Basta dar uma volta rápida por Franca para perceber o grande número de imóveis em construção. Praticamente todo mês imobiliárias e construtoras lançam novos empreendimentos. Ao facilitar a aquisição dos imóveis, o programa de habitação do governo federal Minha Casa, Minha Vida fomenta as vendas. Em muitos casos, os clientes precisam esperar a construção da futura casa ou apartamento. Por outro lado, o mercado de imóveis usados também está aquecido. Entre os motivos está a urgência do cliente em comprar uma residência pronta, ou seja, são pessoas que não têm paciência ou condições de esperar até três anos para o término da construção.

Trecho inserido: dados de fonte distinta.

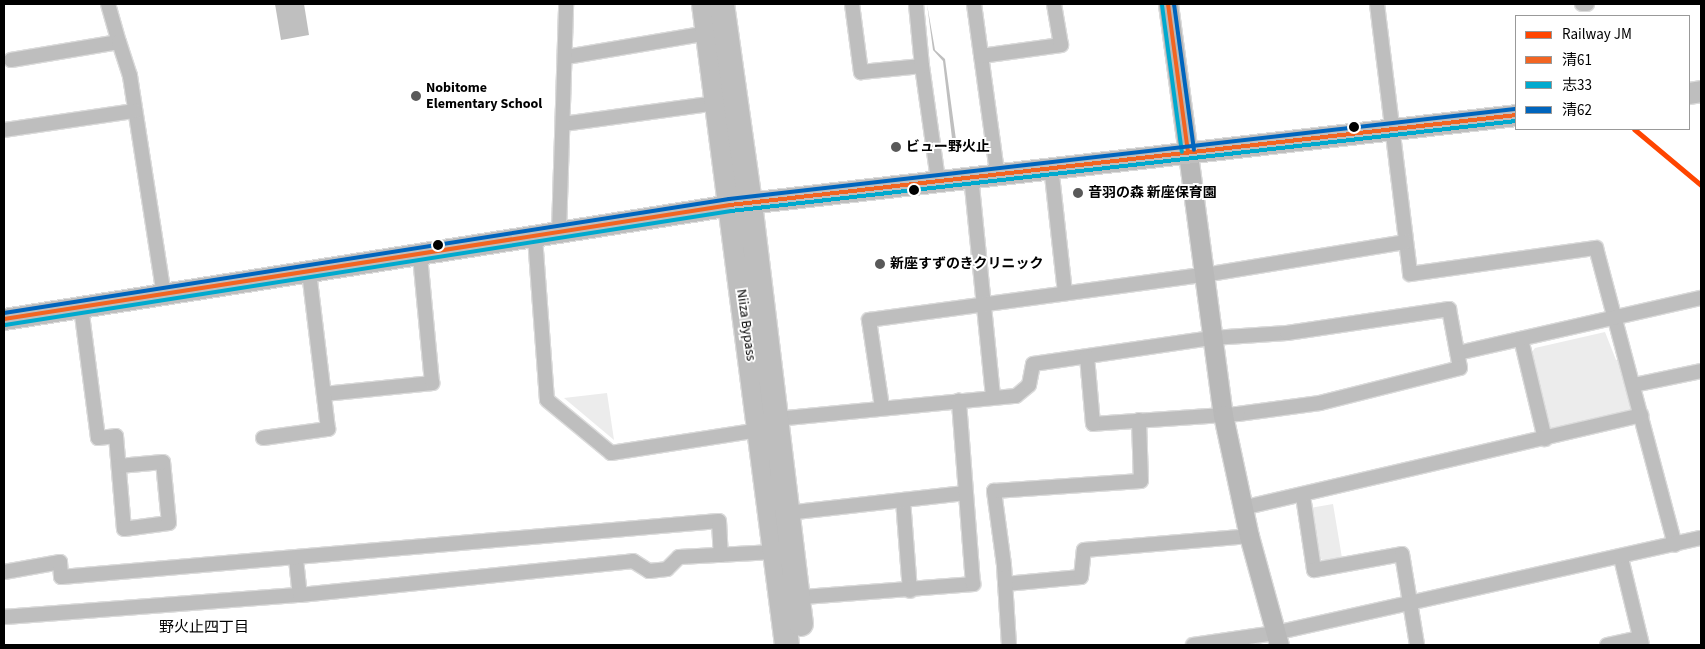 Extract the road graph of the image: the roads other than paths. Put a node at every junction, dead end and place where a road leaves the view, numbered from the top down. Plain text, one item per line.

Na opinião de Sérgio Mazza, da Mazza Imóveis, este nicho desperta mais interesse de quem tem poder aquisitivo mais alto. “Em geral são imóveis avaliados em mais de R$ 150 mil. Os clientes, formados na maioria por famílias, não querem dor de cabeça com construção nem esperar um imóvel ficar pronto.” Na imobiliária dele, em média, 50% dos imóveis vendidos são usados. Neste caso, o comprador não tem direito ao subsídio do governo. “Mas também temos muitos clientes que já são proprietários de outro imóvel e que com a melhora de suas condições financeiras costumam vendê-lo para comprar um melhor e maior.”
Com medo da violência, muitos clientes da Mazza querem uma casa em condomínio fechado, mas dificilmente encontram. Segundo Sérgio Mazza, falta oferta já que quem adquire um imóvel em residencial dificilmente decide vendê-lo. “E quando encontram, a casa pode custar até 100% a mais que uma do mesmo padrão, mas situada na rua.”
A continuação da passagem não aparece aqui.